Metastatic urothelial carcinoma is lethal and has no cure. Response rates to current treatments are modest. Researchers want to find new strategies to treat the disease. In this study, they will test a drug called Bintrafusp alfa (M7824). The drug is a new immunotherapy that blocks the pathways that cancer cells use to stop the immune system from fighting cancer.

Objective:

To learn if M7824 can help the immune system's ability to fight urothelial cancer.

Eligibility:

People age 18 and older who have urothelial cancer that has spread to other parts of their body and they have been previously treated with chemotherapy or immunotherapy

Design:

Participants will be screened with a medical history and physical exam. They will have blood and urine tests. They will have imaging scans. They will have an electrocardiogram to measure heart function. Their ability to perform their normal activities will be evaluated. They may have a tumor biopsy. They will take a pregnancy test if needed.

Participants will repeat some of the screening tests during the study.

Treatment will be given in a series of 28-day cycles. Participants will get M7824 once every 2 weeks. It is given through an intravenous infusion. For this, a small plastic tube is put into an arm vein. They will get M7824 until their disease gets worse, they have unacceptable side effects, or they decide to stop treatment.

Participants will have a follow-up visit 30 days after treatment ends. Then they will be followed every 12 weeks in the clinic or by telephone/email. Follow-up will last indefinitely.

Detailed Description

Background:

* Metastatic urothelial carcinoma is lethal and incurable with a median overall survival of 14 months from diagnosis.

* Immune checkpoint inhibitors targeting the Programmed death-1 (PD-1)/programmed death-ligand 1 (PD-L1) pathway have greatly changed clinical management of metastatic urothelial carcinoma (mUC) improving survival by 3 months in the second-line setting.

* Five PD-1/PD-L1 inhibitors are Food and Drug Administration (FDA)-approved for for second-line metastatic urothelial carcinoma (mUC), two agents for first-line cisplatin-ineligible mUC. However, response rates are modest, ranging from15-20% in the second-line and 24% in the first-line cisplatin-ineligible.

* Therefore, novel strategies are needed to extend benefit of immunotherapy to the remaining approximately 75% of non-responders.

* Higher levels of transforming growth factor-beta (TGF-beta) are associated with immune escape, therapy resistance and poor outcomes in advanced malignancies. Non-responders to anti-PD-1/PD-L1 antibodies have also been found to have increased TGF-beta in the tumor microenvironment.

* Bintrafusp alfa (M7824) is a novel first-in-class bifunctional fusion protein composed of a monoclonal antibody against PD-L1 fused to the extracellular domain of human TGF-beta receptor II (TGFbetaRII), which effectively functions to sequester or "trap" all three TGF-beta isoforms. A phase I study of M7824 (NCT02517398) demonstrated a manageable safety profile and clinical efficacy among patients with heavily pre-treated advanced solid tumors.

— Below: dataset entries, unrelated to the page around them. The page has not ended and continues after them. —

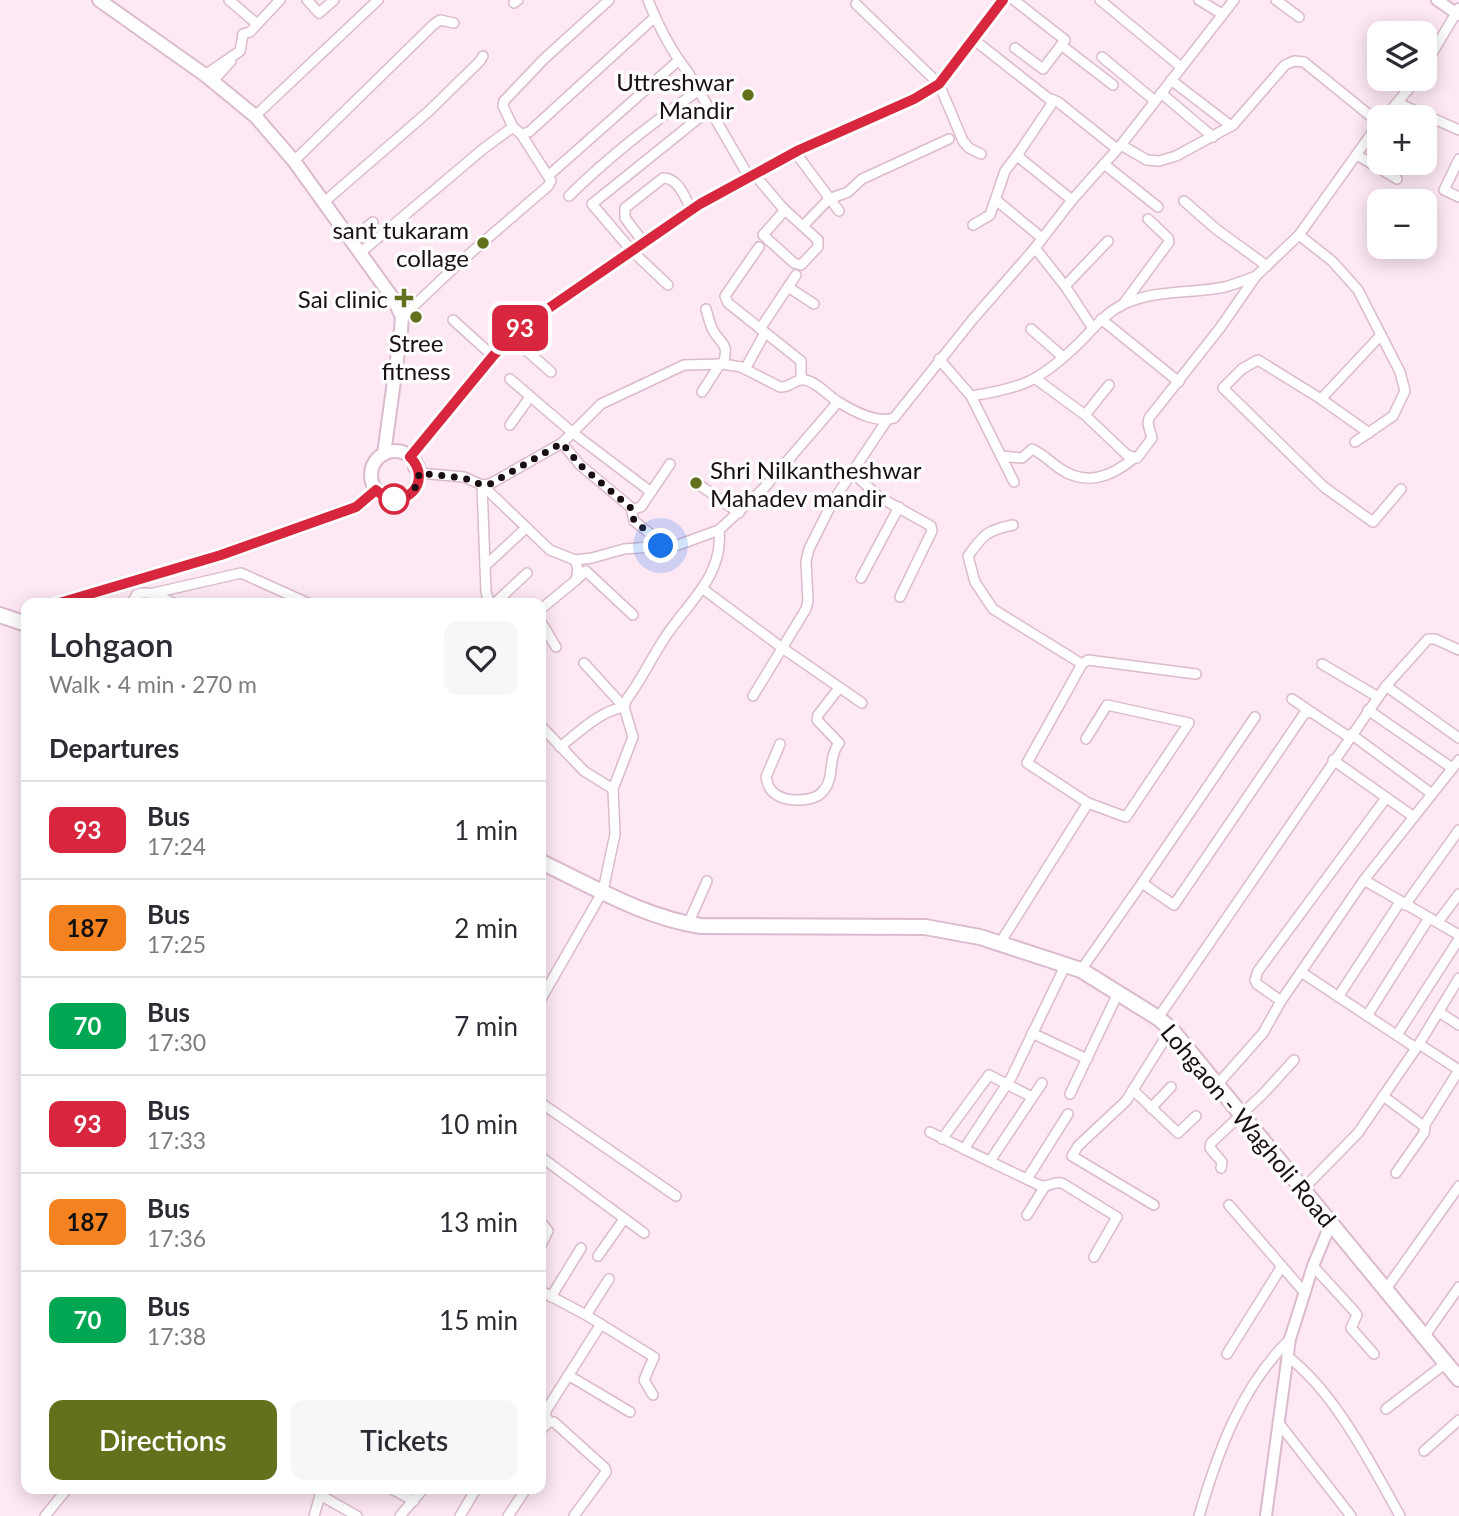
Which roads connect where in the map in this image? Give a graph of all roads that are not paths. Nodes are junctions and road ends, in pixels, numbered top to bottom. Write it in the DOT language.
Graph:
graph roads {
  1 [pos="99,0"];
  2 [pos="228,0"];
  3 [pos="280,0"];
  4 [pos="307,0"];
  5 [pos="334,0"];
  6 [pos="378,0"];
  7 [pos="610,0"];
  8 [pos="648,0"];
  9 [pos="1003,0"];
  10 [pos="1014,0"];
  11 [pos="1100,0"];
  12 [pos="1199,0"];
  13 [pos="1234,0"];
  14 [pos="1276,0"];
  15 [pos="1437,0"];
  16 [pos="856,4"];
  17 [pos="1458,12"];
  18 [pos="1222,14"];
  19 [pos="655,17"];
  20 [pos="1299,17"];
  21 [pos="454,23"];
  22 [pos="254,28"];
  23 [pos="973,39"];
  24 [pos="1061,45"];
  25 [pos="1437,46"];
  26 [pos="1015,48"];
  27 [pos="483,56"];
  28 [pos="1102,57"];
  29 [pos="679,60"];
  30 [pos="1181,67"];
  31 [pos="209,78"];
  32 [pos="1171,80"];
  33 [pos="939,84"];
  34 [pos="1113,85"];
  35 [pos="699,90"];
  36 [pos="1407,91"];
  37 [pos="1158,97"];
  38 [pos="1051,99"];
  39 [pos="1398,103"];
  40 [pos="710,109"];
  41 [pos="1367,113"];
  42 [pos="255,116"];
  43 [pos="1231,126"];
  44 [pos="1459,130"];
  45 [pos="517,131"];
  46 [pos="1213,137"];
  47 [pos="948,139"];
  48 [pos="1367,140"];
  49 [pos="1119,147"];
  50 [pos="794,152"];
  51 [pos="981,154"];
  52 [pos="1018,154"];
  53 [pos="1357,155"];
  54 [pos="1459,159"];
  55 [pos="293,161"];
  56 [pos="1104,164"];
  57 [pos="548,176"];
  58 [pos="751,176"];
  59 [pos="1397,179"];
  60 [pos="569,196"];
  61 [pos="1459,197"];
  62 [pos="829,199"];
  63 [pos="996,200"];
  64 [pos="1072,200"];
  65 [pos="1184,201"];
  66 [pos="323,203"];
  67 [pos="1158,207"];
  68 [pos="692,210"];
  69 [pos="785,210"];
  70 [pos="839,211"];
  71 [pos="1148,219"];
  72 [pos="373,222"];
  73 [pos="973,225"];
  74 [pos="803,226"];
  75 [pos="1299,235"];
  76 [pos="1042,238"];
  77 [pos="351,240"];
  78 [pos="1108,241"];
  79 [pos="644,243"];
  80 [pos="759,247"];
  81 [pos="1035,248"];
  82 [pos="632,251"];
  83 [pos="360,253"];
  84 [pos="1267,266"];
  85 [pos="796,275"];
  86 [pos="1256,276"];
  87 [pos="668,285"];
  88 [pos="1065,286"];
  89 [pos="788,287"];
  90 [pos="814,304"];
  91 [pos="1122,305"];
  92 [pos="706,309"];
  93 [pos="402,317"];
  94 [pos="1101,319"];
  95 [pos="453,320"];
  96 [pos="1092,327"];
  97 [pos="1031,329"];
  98 [pos="763,331"];
  99 [pos="1381,335"];
  100 [pos="512,337"];
  101 [pos="493,356"];
  102 [pos="1063,357"];
  103 [pos="939,359"];
  104 [pos="721,364"];
  105 [pos="745,369"];
  106 [pos="551,372"];
  107 [pos="510,379"];
  108 [pos="801,379"];
  109 [pos="1036,379"];
  110 [pos="1179,382"];
  111 [pos="1109,384"];
  112 [pos="702,392"];
  113 [pos="971,396"];
  114 [pos="530,397"];
  115 [pos="1321,399"];
  116 [pos="838,402"];
  117 [pos="1085,415"];
  118 [pos="887,420"];
  119 [pos="510,425"];
  120 [pos="573,433"];
  121 [pos="1369,433"];
  122 [pos="1355,442"];
  123 [pos="562,443"];
  124 [pos="384,454"];
  125 [pos="1001,456"];
  126 [pos="410,457"];
  127 [pos="1134,458"];
  128 [pos="670,464"];
  129 [pos="851,471"];
  130 [pos="419,473"];
  131 [pos="1014,482"];
  132 [pos="482,485"];
  133 [pos="701,486"];
  134 [pos="1401,489"];
  135 [pos="376,490"];
  136 [pos="651,492"];
  137 [pos="899,507"];
  138 [pos="631,508"];
  139 [pos="739,513"];
  140 [pos="1013,525"];
  141 [pos="526,528"];
  142 [pos="719,530"];
  143 [pos="666,546"];
  144 [pos="575,560"];
  145 [pos="485,566"];
  146 [pos="527,573"];
  147 [pos="861,578"];
  148 [pos="576,580"];
  149 [pos="703,589"];
  150 [pos="154,593"];
  151 [pos="900,597"];
  152 [pos="76,598"];
  153 [pos="135,598"];
  154 [pos="164,598"];
  155 [pos="297,598"];
  156 [pos="491,598"];
  157 [pos="499,598"];
  158 [pos="546,605"];
  159 [pos="0,615"];
  160 [pos="633,615"];
  161 [pos="21,620"];
  162 [pos="546,630"];
  163 [pos="556,647"];
  164 [pos="781,647"];
  165 [pos="1459,650"];
  166 [pos="584,663"];
  167 [pos="1082,664"];
  168 [pos="1322,664"];
  169 [pos="1196,674"];
  170 [pos="1386,686"];
  171 [pos="839,688"];
  172 [pos="752,696"];
  173 [pos="1377,697"];
  174 [pos="1292,699"];
  175 [pos="862,703"];
  176 [pos="624,707"];
  177 [pos="1368,710"];
  178 [pos="1311,712"];
  179 [pos="1255,717"];
  180 [pos="546,732"];
  181 [pos="1350,736"];
  182 [pos="1459,738"];
  183 [pos="1086,739"];
  184 [pos="780,744"];
  185 [pos="560,747"];
  186 [pos="1333,760"];
  187 [pos="1459,760"];
  188 [pos="1452,768"];
  189 [pos="613,789"];
  190 [pos="1432,794"];
  191 [pos="1386,797"];
  192 [pos="1088,803"];
  193 [pos="1414,817"];
  194 [pos="1459,830"];
  195 [pos="546,864"];
  196 [pos="1364,880"];
  197 [pos="707,881"];
  198 [pos="1142,883"];
  199 [pos="603,891"];
  200 [pos="1459,894"];
  201 [pos="1403,904"];
  202 [pos="1433,920"];
  203 [pos="688,924"];
  204 [pos="1459,937"];
  205 [pos="1000,943"];
  206 [pos="1066,964"];
  207 [pos="1081,970"];
  208 [pos="1301,972"];
  209 [pos="1459,978"];
  210 [pos="546,990"];
  211 [pos="1118,993"];
  212 [pos="1338,997"];
  213 [pos="1281,1001"];
  214 [pos="1439,1012"];
  215 [pos="1367,1016"];
  216 [pos="1158,1018"];
  217 [pos="1459,1026"];
  218 [pos="1171,1029"];
  219 [pos="1032,1033"];
  220 [pos="1397,1035"];
  221 [pos="1417,1046"];
  222 [pos="1087,1059"];
  223 [pos="1294,1060"];
  224 [pos="1008,1083"];
  225 [pos="1042,1083"];
  226 [pos="1217,1085"];
  227 [pos="1171,1087"];
  228 [pos="1133,1090"];
  229 [pos="1070,1094"];
  230 [pos="1383,1096"];
  231 [pos="1032,1097"];
  232 [pos="546,1106"];
  233 [pos="1151,1108"];
  234 [pos="1241,1113"];
  235 [pos="1068,1114"];
  236 [pos="1196,1116"];
  237 [pos="1424,1126"];
  238 [pos="930,1132"];
  239 [pos="942,1139"];
  240 [pos="964,1149"];
  241 [pos="546,1161"];
  242 [pos="990,1161"];
  243 [pos="1221,1168"];
  244 [pos="1396,1173"];
  245 [pos="1027,1179"];
  246 [pos="1045,1186"];
  247 [pos="1459,1186"];
  248 [pos="1304,1188"];
  249 [pos="676,1196"];
  250 [pos="1154,1205"];
  251 [pos="1229,1205"];
  252 [pos="1027,1215"];
  253 [pos="624,1219"];
  254 [pos="1331,1223"];
  255 [pos="644,1233"];
  256 [pos="581,1248"];
  257 [pos="598,1256"];
  258 [pos="1094,1257"];
  259 [pos="1282,1266"];
  260 [pos="1313,1266"];
  261 [pos="608,1279"];
  262 [pos="1459,1287"];
  263 [pos="1386,1289"];
  264 [pos="1305,1293"];
  265 [pos="546,1294"];
  266 [pos="551,1297"];
  267 [pos="586,1315"];
  268 [pos="601,1324"];
  269 [pos="1424,1337"];
  270 [pos="1290,1339"];
  271 [pos="1227,1354"];
  272 [pos="1374,1354"];
  273 [pos="1287,1356"];
  274 [pos="1446,1363"];
  275 [pos="568,1375"];
  276 [pos="1459,1379"];
  277 [pos="653,1395"];
  278 [pos="1386,1409"];
  279 [pos="546,1412"];
  280 [pos="630,1412"];
  281 [pos="546,1417"];
  282 [pos="1459,1420"];
  283 [pos="549,1422"];
  284 [pos="1278,1423"];
  285 [pos="546,1425"];
  286 [pos="1424,1451"];
  287 [pos="63,1494"];
  288 [pos="320,1494"];
  289 [pos="324,1494"];
  290 [pos="401,1494"];
  291 [pos="419,1494"];
  292 [pos="473,1494"];
  293 [pos="523,1494"];
  294 [pos="414,1501"];
  295 [pos="45,1516"];
  296 [pos="314,1516"];
  297 [pos="357,1516"];
  298 [pos="400,1516"];
  299 [pos="460,1516"];
  300 [pos="508,1516"];
  301 [pos="574,1516"];
  302 [pos="1199,1516"];
  303 [pos="1266,1516"];
  304 [pos="1351,1516"];
  305 [pos="1401,1516"];
  1 -- 31 [label="main road"];
  2 -- 22 [label="street"];
  3 -- 22 [label="street"];
  4 -- 5 [label="street"];
  6 -- 42 [label="street"];
  7 -- 45 [label="street"];
  8 -- 19 [label="street"];
  9 -- 23 [label="street"];
  10 -- 24 [label="street"];
  11 -- 30 [label="street"];
  12 -- 18 [label="street"];
  13 -- 18 [label="street"];
  14 -- 20 [label="street"];
  15 -- 17 [label="street"];
  16 -- 33 [label="street"];
  17 -- 25 [label="street"];
  18 -- 30 [label="street"];
  19 -- 29 [label="street"];
  19 -- 45 [label="street"];
  21 -- 55 [label="street"];
  22 -- 31 [label="street"];
  23 -- 33 [label="street"];
  23 -- 38 [label="street"];
  24 -- 26 [label="street"];
  24 -- 34 [label="street"];
  27 -- 66 [label="street"];
  28 -- 37 [label="street"];
  29 -- 35 [label="street"];
  29 -- 57 [label="street"];
  30 -- 32 [label="street"];
  31 -- 42 [label="main road"];
  32 -- 37 [label="street"];
  32 -- 43 [label="street"];
  33 -- 50 [label="street"];
  33 -- 51 [label="street"];
  35 -- 40 [label="street"];
  35 -- 60 [label="street"];
  36 -- 39 [label="street"];
  37 -- 46 [label="street"];
  37 -- 49 [label="street"];
  38 -- 49 [label="street"];
  38 -- 52 [label="street"];
  39 -- 44 [label="street"];
  40 -- 58 [label="street"];
  40 -- 82 [label="street"];
  41 -- 43 [label="street"];
  42 -- 55 [label="main road"];
  43 -- 46 [label="street"];
  45 -- 57 [label="street"];
  45 -- 83 [label="street"];
  46 -- 49 [label="street"];
  47 -- 62 [label="street"];
  48 -- 53 [label="street"];
  49 -- 56 [label="street"];
  50 -- 58 [label="street"];
  50 -- 62 [label="street"];
  52 -- 63 [label="street"];
  52 -- 64 [label="street"];
  53 -- 59 [label="street"];
  53 -- 75 [label="street"];
  54 -- 61 [label="street"];
  55 -- 66 [label="main road"];
  56 -- 64 [label="street"];
  56 -- 67 [label="street"];
  57 -- 93 [label="street"];
  58 -- 68 [label="street"];
  58 -- 69 [label="street"];
  62 -- 70 [label="street"];
  62 -- 74 [label="street"];
  63 -- 73 [label="street"];
  63 -- 76 [label="street"];
  64 -- 76 [label="street"];
  65 -- 84 [label="street"];
  66 -- 77 [label="main road"];
  68 -- 79 [label="street"];
  68 -- 79 [label="street"];
  69 -- 74 [label="street"];
  69 -- 74 [label="street"];
  71 -- 91 [label="street"];
  72 -- 77 [label="street"];
  75 -- 84 [label="street"];
  75 -- 99 [label="street"];
  76 -- 81 [label="street"];
  77 -- 83 [label="main road"];
  78 -- 88 [label="street"];
  79 -- 82 [label="street"];
  80 -- 98 [label="street"];
  81 -- 88 [label="street"];
  81 -- 103 [label="street"];
  82 -- 87 [label="street"];
  82 -- 100 [label="street"];
  83 -- 93 [label="main road"];
  84 -- 86 [label="street"];
  85 -- 89 [label="street"];
  86 -- 91 [label="street"];
  86 -- 110 [label="street"];
  88 -- 96 [label="street"];
  89 -- 90 [label="street"];
  89 -- 98 [label="street"];
  91 -- 94 [label="street"];
  92 -- 104 [label="street"];
  93 -- 124 [label="main road"];
  94 -- 96 [label="street"];
  94 -- 110 [label="street"];
  95 -- 101 [label="street"];
  96 -- 102 [label="street"];
  97 -- 102 [label="street"];
  98 -- 105 [label="street"];
  98 -- 108 [label="street"];
  99 -- 115 [label="street"];
  99 -- 121 [label="street"];
  100 -- 101 [label="street"];
  100 -- 106 [label="street"];
  101 -- 126 [label="street"];
  102 -- 109 [label="street"];
  103 -- 113 [label="street"];
  103 -- 118 [label="street"];
  104 -- 105 [label="street"];
  104 -- 112 [label="street"];
  104 -- 120 [label="street"];
  105 -- 108 [label="street"];
  107 -- 114 [label="street"];
  108 -- 116 [label="street"];
  109 -- 113 [label="street"];
  109 -- 117 [label="street"];
  110 -- 127 [label="street"];
  111 -- 117 [label="street"];
  113 -- 125 [label="street"];
  114 -- 119 [label="street"];
  114 -- 120 [label="street"];
  115 -- 121 [label="street"];
  115 -- 134 [label="street"];
  116 -- 118 [label="street"];
  116 -- 139 [label="street"];
  117 -- 127 [label="street"];
  118 -- 129 [label="street"];
  120 -- 123 [label="street"];
  120 -- 136 [label="street"];
  121 -- 122 [label="street"];
  123 -- 132 [label="street"];
  123 -- 138 [label="street"];
  124 -- 126 [label="main road"];
  124 -- 135 [label="main road"];
  125 -- 127 [label="street"];
  125 -- 131 [label="street"];
  126 -- 130 [label="main road"];
  128 -- 136 [label="street"];
  129 -- 137 [label="street"];
  129 -- 164 [label="street"];
  130 -- 132 [label="street"];
  130 -- 135 [label="main road"];
  132 -- 141 [label="street"];
  132 -- 145 [label="street"];
  133 -- 139 [label="street"];
  135 -- 152 [label="main road"];
  136 -- 138 [label="street"];
  137 -- 147 [label="street"];
  137 -- 151 [label="street"];
  138 -- 143 [label="street"];
  139 -- 142 [label="street"];
  140 -- 167 [label="street"];
  141 -- 144 [label="street"];
  141 -- 145 [label="street"];
  142 -- 143 [label="street"];
  142 -- 149 [label="street"];
  143 -- 144 [label="street"];
  144 -- 148 [label="street"];
  145 -- 156 [label="street"];
  146 -- 157 [label="street"];
  148 -- 158 [label="street"];
  148 -- 160 [label="street"];
  149 -- 164 [label="street"];
  149 -- 176 [label="street"];
  150 -- 153 [label="street"];
  150 -- 154 [label="street"];
  150 -- 155 [label="street"];
  159 -- 161 [label="main road"];
  162 -- 163 [label="street"];
  164 -- 171 [label="street"];
  164 -- 172 [label="street"];
  165 -- 170 [label="street"];
  166 -- 176 [label="street"];
  167 -- 169 [label="street"];
  167 -- 192 [label="street"];
  168 -- 173 [label="street"];
  170 -- 173 [label="street"];
  170 -- 182 [label="street"];
  171 -- 175 [label="street"];
  171 -- 184 [label="street"];
  173 -- 177 [label="street"];
  174 -- 178 [label="street"];
  176 -- 185 [label="street"];
  176 -- 189 [label="street"];
  177 -- 181 [label="street"];
  177 -- 188 [label="street"];
  178 -- 181 [label="street"];
  178 -- 198 [label="street"];
  179 -- 198 [label="street"];
  180 -- 185 [label="street"];
  181 -- 186 [label="street"];
  181 -- 190 [label="street"];
  183 -- 192 [label="street"];
  185 -- 189 [label="street"];
  186 -- 191 [label="street"];
  186 -- 216 [label="street"];
  187 -- 188 [label="street"];
  188 -- 190 [label="street"];
  189 -- 199 [label="street"];
  190 -- 193 [label="street"];
  191 -- 193 [label="street"];
  191 -- 213 [label="street"];
  192 -- 205 [label="street"];
  193 -- 196 [label="street"];
  194 -- 201 [label="street"];
  195 -- 199 [label="main road, Lohgaon - Wagholi Road"];
  196 -- 201 [label="street"];
  196 -- 208 [label="street"];
  197 -- 203 [label="street"];
  198 -- 207 [label="street"];
  199 -- 203 [label="main road, Lohgaon - Wagholi Road"];
  199 -- 210 [label="street"];
  200 -- 202 [label="street"];
  201 -- 202 [label="street"];
  201 -- 212 [label="street"];
  202 -- 204 [label="street"];
  202 -- 215 [label="street"];
  203 -- 205 [label="main road, Lohgaon - Wagholi Road"];
  204 -- 220 [label="street"];
  205 -- 206 [label="main road, Lohgaon - Wagholi Road"];
  206 -- 207 [label="main road, Lohgaon - Wagholi Road"];
  206 -- 219 [label="street"];
  207 -- 211 [label="main road, Lohgaon - Wagholi Road"];
  208 -- 212 [label="street"];
  208 -- 213 [label="street"];
  209 -- 214 [label="street"];
  211 -- 216 [label="main road, Lohgaon - Wagholi Road"];
  211 -- 222 [label="street"];
  212 -- 215 [label="street"];
  213 -- 226 [label="street"];
  214 -- 217 [label="street"];
  214 -- 221 [label="street"];
  215 -- 220 [label="street"];
  216 -- 218 [label="main road, Lohgaon - Wagholi Road"];
  218 -- 226 [label="main road, Lohgaon - Wagholi Road"];
  218 -- 228 [label="street"];
  219 -- 222 [label="street"];
  219 -- 224 [label="street"];
  220 -- 221 [label="street"];
  221 -- 230 [label="street"];
  221 -- 237 [label="street"];
  222 -- 229 [label="street"];
  223 -- 234 [label="street"];
  224 -- 231 [label="street"];
  224 -- 239 [label="street"];
  224 -- 240 [label="street"];
  225 -- 231 [label="street"];
  226 -- 234 [label="main road, Lohgaon - Wagholi Road"];
  227 -- 233 [label="street"];
  228 -- 233 [label="street"];
  228 -- 250 [label="street"];
  230 -- 237 [label="street"];
  230 -- 248 [label="street"];
  231 -- 242 [label="street"];
  232 -- 249 [label="street"];
  233 -- 236 [label="street"];
  234 -- 243 [label="street"];
  234 -- 248 [label="main road, Lohgaon - Wagholi Road"];
  235 -- 245 [label="street"];
  237 -- 244 [label="street"];
  238 -- 239 [label="street"];
  239 -- 240 [label="street"];
  240 -- 242 [label="street"];
  241 -- 253 [label="street"];
  242 -- 245 [label="street"];
  245 -- 246 [label="street"];
  246 -- 252 [label="street"];
  246 -- 258 [label="street"];
  247 -- 263 [label="street"];
  248 -- 254 [label="main road, Lohgaon - Wagholi Road"];
  251 -- 259 [label="street"];
  253 -- 255 [label="street"];
  253 -- 257 [label="street"];
  254 -- 260 [label="street"];
  254 -- 263 [label="main road, Lohgaon - Wagholi Road"];
  256 -- 266 [label="street"];
  259 -- 264 [label="street"];
  259 -- 271 [label="street"];
  260 -- 264 [label="street"];
  260 -- 272 [label="street"];
  261 -- 267 [label="street"];
  262 -- 269 [label="street"];
  263 -- 269 [label="main road, Lohgaon - Wagholi Road"];
  264 -- 270 [label="street"];
  265 -- 266 [label="street"];
  266 -- 267 [label="street"];
  267 -- 268 [label="street"];
  268 -- 275 [label="street"];
  268 -- 277 [label="street"];
  269 -- 274 [label="main road, Lohgaon - Wagholi Road"];
  270 -- 273 [label="street"];
  270 -- 302 [label="street"];
  273 -- 284 [label="street"];
  273 -- 305 [label="street"];
  274 -- 276 [label="main road, Lohgaon - Wagholi Road"];
  274 -- 278 [label="street"];
  275 -- 279 [label="street"];
  275 -- 280 [label="street"];
  281 -- 283 [label="street"];
  282 -- 286 [label="street"];
  283 -- 285 [label="street"];
  283 -- 301 [label="street"];
  284 -- 303 [label="street"];
  284 -- 304 [label="street"];
  287 -- 295 [label="street"];
  288 -- 296 [label="street"];
  289 -- 297 [label="street"];
  290 -- 294 [label="street"];
  291 -- 294 [label="street"];
  292 -- 299 [label="street"];
  293 -- 300 [label="street"];
  294 -- 298 [label="street"];
}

* We hypothesize that M7824 is safe and improves outcomes in patients with checkpoint naive or refractory urothelial carcinoma.

Objectives:

-To evaluate the activity of M7824 as determined by objective response rate (ORR) in two metastatic urothelial carcinoma cohorts:

* Cohort 1: Checkpoint inhibitor naive

* Cohort 1A: cisplatin ineligible

* Cohort 1B: refractory post-platinum therapy

* Cohort 2: Checkpoint inhibitor previously treated patients

* Cohort 2A: previously achieved a Complete Response (CR)/Partial Response (PR)

* Cohort 2B: previously had Stable Disease (SD)/Progressive Disease (PD)

Eligibility:

* Patients must have a histologically confirmed diagnosis of metastatic urothelial cancer.

* Patients may have been previously treated with prior cytotoxic chemotherapy regimen or targeted agent. Patients may have received any number of prior cytotoxic agents.

* 18 years of age or older

Design:

* This is an open label, non-randomized, single arm phase II trial of M7824 in checkpoint inhibitor naive and previously treated patients with urothelial carcinoma of the bladder.

* M7824 (intravenous 1200 mg fixed dose) will be delivered every 2 weeks

* Patients will receive treatment in cycles consisting of 4 weeks.

* A maximum of 75 subjects will be enrolled in this trial.

Recruitment & Eligibility

Status
TERMINATED
Sex
All
Target Recruitment
2
Inclusion Criteria

--Patients must have been treated with at least one treatment of a PD-1/PD-L1 checkpoint inhibitor for advance or metastatic UC and achieved a complete response or partial response by Response Evaluation Criteria in Solid Tumors (RECIST) 1.1 criteria.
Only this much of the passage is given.